Конечно, я писал с удовольствием. И не только себе, а и за нескольких других. А чтобы не подвести друзей, писал в разных стилях, разным слогом, разным ритмом. Даже старался подобрать стиль под темперамент «заказчика».
Но всегда для меня это заканчивалось скандалом. Дело в том, что эта учительница с первого дня нашего знакомства сочла меня плохим человеком и бездарем. Затрудняюсь теперь сказать, почему. Много времени прошло. Находя среди немногих выполненных работ мою, она неизменно устраивала мне разнос за то, что я пользуюсь чужим трудом.
У нас в классе была девочка П., тоже любившая и умевшая писать. Она тоже писала за нескольких друзей. Ее стиль был хорош, но однообразен. Учительница сразу его улавливала и, любя эту девочку, не наказывала тех, кому она писала. А моё авторство ей распознать не удавалось, и мои друзья получали пятерки. Но не я. Учительница упорно утверждала, что за меня пишет П. Дошло даже до большого скандала: меня обвинили в том, что я запугал эту самую П. Ведь бедная девочка отрицала свое авторство. Но эта П., как все знали, никогда не врала. Значит, по логике учительницы, я бедную девочку запугал и принудил врать!
Было обидно. Главное, ничем ведь не докажешь. Мои одноклассники, получавшие пятерки за мои труды, и не думали признаваться. Да и я от них этого не требовал. Просто я, в конце концов. перестал писать стихи, а сочинения стал писать, передирая фразы из предисловий к сборникам и собраниям сочинений. Зато какие замечательные тексты и мысли складывались в моей голове на те же бледные темы! И о Печорине, и о Лизе, и о других! С тех пор я любой свой рассказик складываю в голове, а после пишу. Быстро и почти начисто.
Перед получением аттестата о восьмилетнем образовании меня беспокоил только экзамен по литературе. Я опасался, что нелюбимая учительница меня завалит. Вылететь из специальной школы, в которой я учился, было не сложно. Тем более, что я жил в другом районе. Экзамен принимала комиссия из трех человек. Это давало мне шанс.

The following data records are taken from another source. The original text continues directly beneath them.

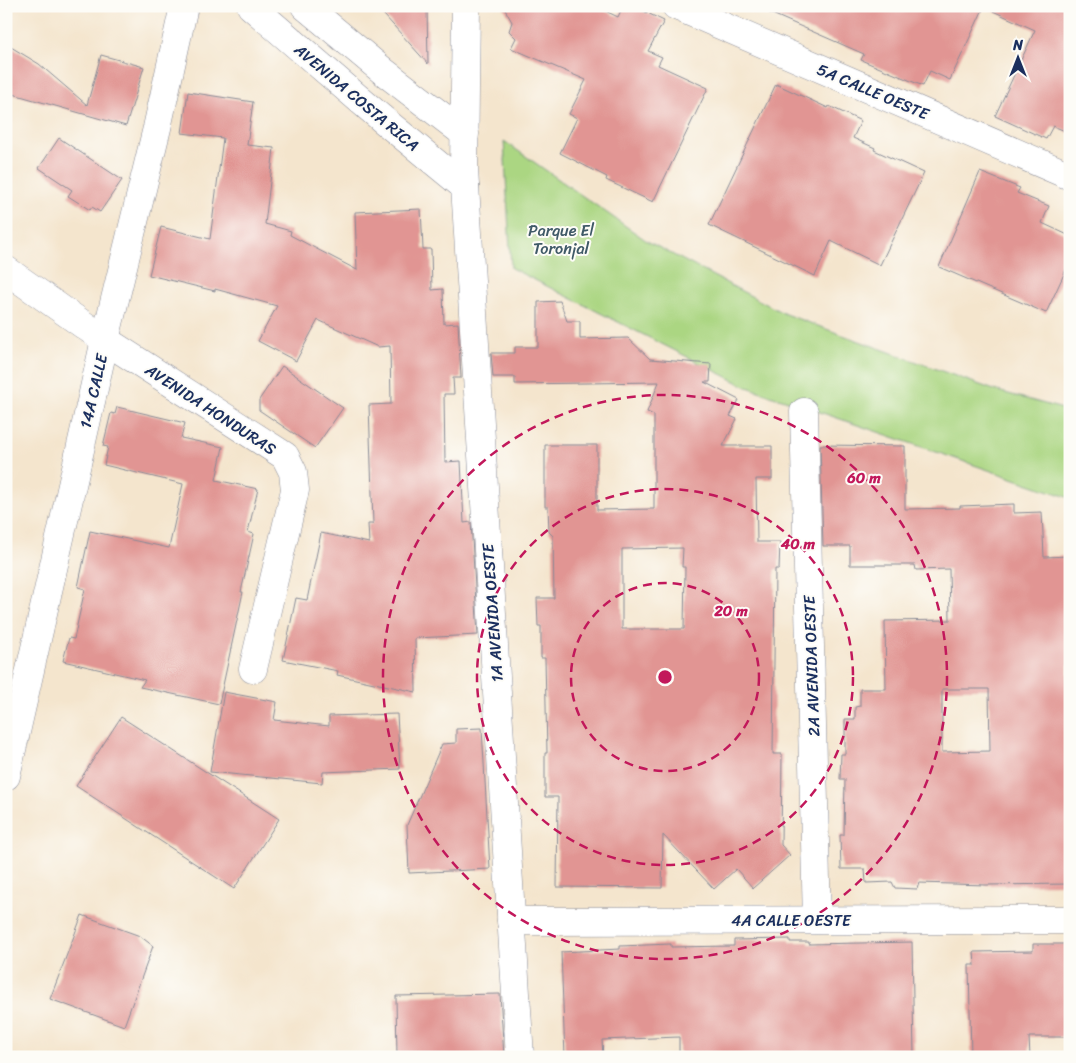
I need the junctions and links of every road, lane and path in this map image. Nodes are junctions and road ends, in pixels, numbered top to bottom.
1 (184, 6) edge
2 (251, 6) edge
3 (306, 6) edge
4 (466, 6) edge
5 (676, 6) edge
6 (465, 134) junction
7 (1070, 176) edge
8 (465, 178) junction
9 (6, 270) edge
10 (105, 340) junction
11 (804, 412) dead end
12 (253, 669) dead end
13 (6, 776) edge
14 (817, 920) junction
15 (1070, 920) edge
16 (511, 921) junction
17 (520, 1057) edge

1 - 10 street, 14A CALLE
2 - 8 street, AVENIDA COSTA RICA
3 - 6 street
4 - 6 street, 1A AVENIDA OESTE
5 - 7 street, 5A CALLE OESTE
6 - 8 street, 1A AVENIDA OESTE
8 - 16 street, 1A AVENIDA OESTE
9 - 10 street, AVENIDA HONDURAS
10 - 12 street, AVENIDA HONDURAS
10 - 13 street, 14A CALLE
11 - 14 street, 2A AVENIDA OESTE
14 - 15 street, 4A CALLE OESTE
14 - 16 street, 4A CALLE OESTE
16 - 17 street, 1A AVENIDA OESTE

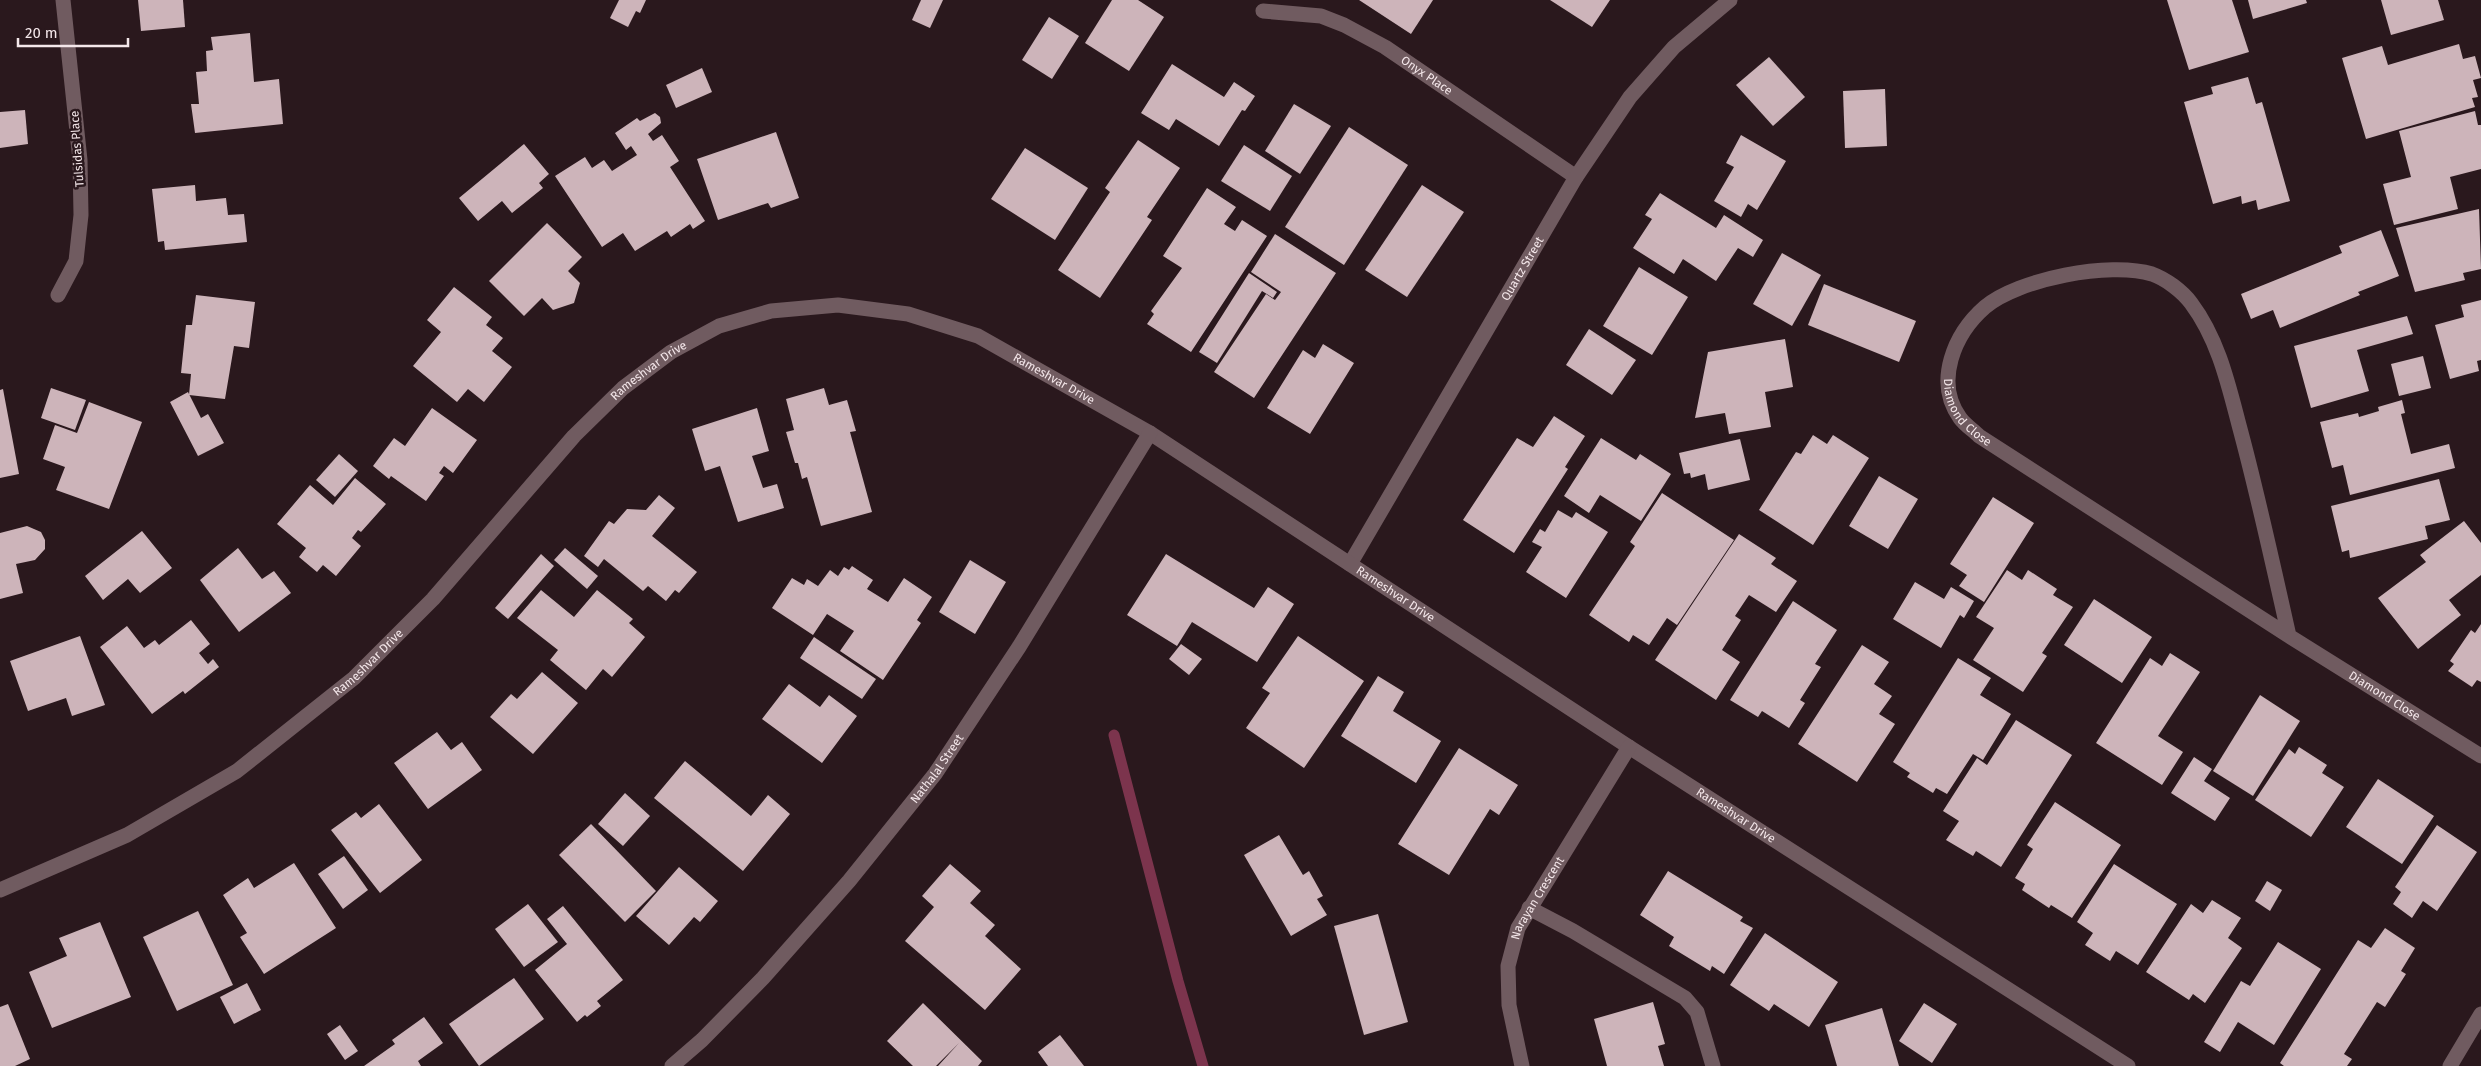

Я преодолел задание по грамматике и кое-как ответил на вопрос по литературе. Третьим заданием было прочесть стихотворение. Не по памяти, а то тексту, прилагавшемуся к экзаменационному билету. Я впервые увидел доставшийся мне стих, и он мне понравился. Ритм его был неровный. Короткие строки чередовались с длинными. У меня было время прочесть его про себя несколько раз. И я догадался, что короткие строки нужно отделять от длинных паузами. А весь текст читать будто чуть по слогам, словно страдая слабостью. Стихотворение было написано от лица узника, томящегося в тюрьме.
Когда я закончил декламировать, председатель комиссии пожал руку моей нелюбимой учительнице. Я получил удовольствие, заметив в ее лице смятение.
Со следующего года у нас сменился учитель литературы, и мне стало спокойнее. Но, мое выступление на экзамене мне аукнулось. Однажды завуч явилась к нам в класс и сообщила, что предстоит районный конкурс чтецов стихов Лермонтова. Мне и еще нескольким ребятам было предложено принять участие в отборе на этот конкурс. Пообщавшись со своими будущими конкурентами, я выяснил, что все они собирались читать всего два-три стихотворения из школьной программы. Я представил себе, сколько ж людей станут читать на конкурсе одно и то же стихотворение! Так не годится, и я засел изучать толстый сборник поэта. Через пару дней я сделал свой выбор.
В актовом зале школы расселись учителя и полтора десятка чтецов, отобранных для прослушивания. И началось…
Как-то раз перед четою соплеменных гор… - декламировал один.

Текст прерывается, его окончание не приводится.